Date: 1/3/2007 5:23:46 PM
Author: Garry H (Cut Nut)
Someone sent me this - I think it was from an NAJA website or newsletter Dave?

I took some photo''s of Al''s GIA Symposium presentation which he asked me at the time not to publish because he will be launching a book on the topic. Looking forward to that. Remeber Al is the father of the ASET.

However i think there is a rather long bow drawn over the idea that USA was the ''inventor'' of the ''ideal cut'' prior to Tolkowsky''s work. Claims made publicly before 1918 seem to be more like advertsing hype and unpublished trade secrets are hardly evidence of anything.

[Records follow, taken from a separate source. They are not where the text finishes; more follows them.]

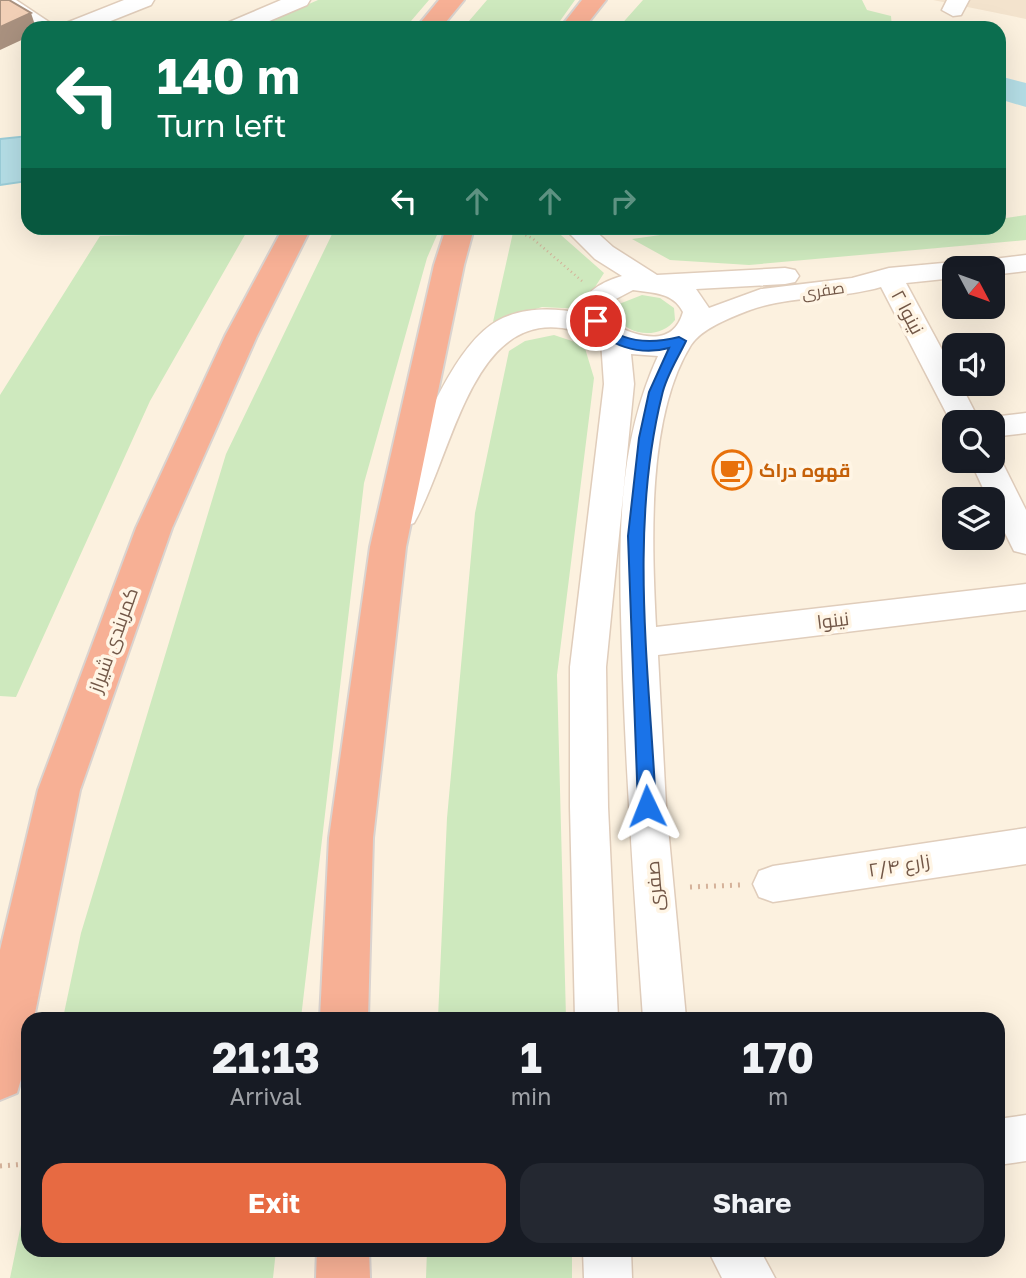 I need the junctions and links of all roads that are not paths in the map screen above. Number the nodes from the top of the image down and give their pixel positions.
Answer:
1 (1, 0) edge
2 (143, 0) edge
3 (299, 0) edge
4 (452, 0) edge
5 (594, 0) edge
6 (36, 21) edge
7 (91, 21) edge
8 (251, 21) edge
9 (434, 21) edge
10 (578, 21) edge
11 (293, 235) edge
12 (458, 235) edge
13 (585, 235) edge
14 (1026, 263) edge
15 (1005, 265) edge
16 (942, 271) edge
17 (889, 276) junction
18 (654, 283) junction
19 (688, 333) junction
20 (608, 335) junction
21 (959, 410) edge
22 (1026, 424) edge
23 (1005, 426) edge
24 (992, 473) edge
25 (1026, 542) edge
26 (388, 547) junction
27 (1026, 597) edge
28 (640, 643) junction
29 (1026, 846) edge
30 (773, 884) road end
31 (344, 1012) edge
32 (597, 1012) edge
33 (664, 1012) edge
34 (0, 1076) edge
35 (1026, 1138) edge
36 (1005, 1141) edge
37 (343, 1257) edge
38 (607, 1257) edge
39 (737, 1257) edge
40 (343, 1278) edge
41 (608, 1278) edge
42 (751, 1278) edge

1 - 6 street
2 - 7 street
3 - 8 street
4 - 9 highway
5 - 10 highway
11 - 34 highway, کمربندی شیراز
12 - 26 highway
13 - 18 street
14 - 15 street
16 - 17 street, صفری
17 - 18 street
17 - 19 street, صفری
17 - 21 street, ۲ نینوا
18 - 19 street
18 - 20 street
19 - 20 street
19 - 28 street, صفری
20 - 26 street
20 - 32 street
22 - 23 street
24 - 25 street
26 - 31 highway
27 - 28 street, نینوا
28 - 33 street, صفری
29 - 30 street, ۲/۴ زارع
35 - 36 street
37 - 40 highway
38 - 41 street
39 - 42 street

But history in America is, well, often American.
Garry,

Why would you say that?
Is the whole Boston Morse cutting factory a advertizing hype?
Morse et al recomended 40-45% tables with 35crown and 41 pavilion which do not seem to be the ideal crown and pavilion for that proportion set - AGS for 47% table for example recomend for the 41 degree pavilion angles an optimum crown angle of 33.4 to 34.2 degrees.

Some of the other historic info Al has dug up and presented at his GIA symp poster were advertising shots showing 1/3rd crown height and 2/3rds pavilion depth with tiny tables as being measures of best cut.

I think the story is a good one, but rely''s on a long bow
 

Garry H (Cut Nut)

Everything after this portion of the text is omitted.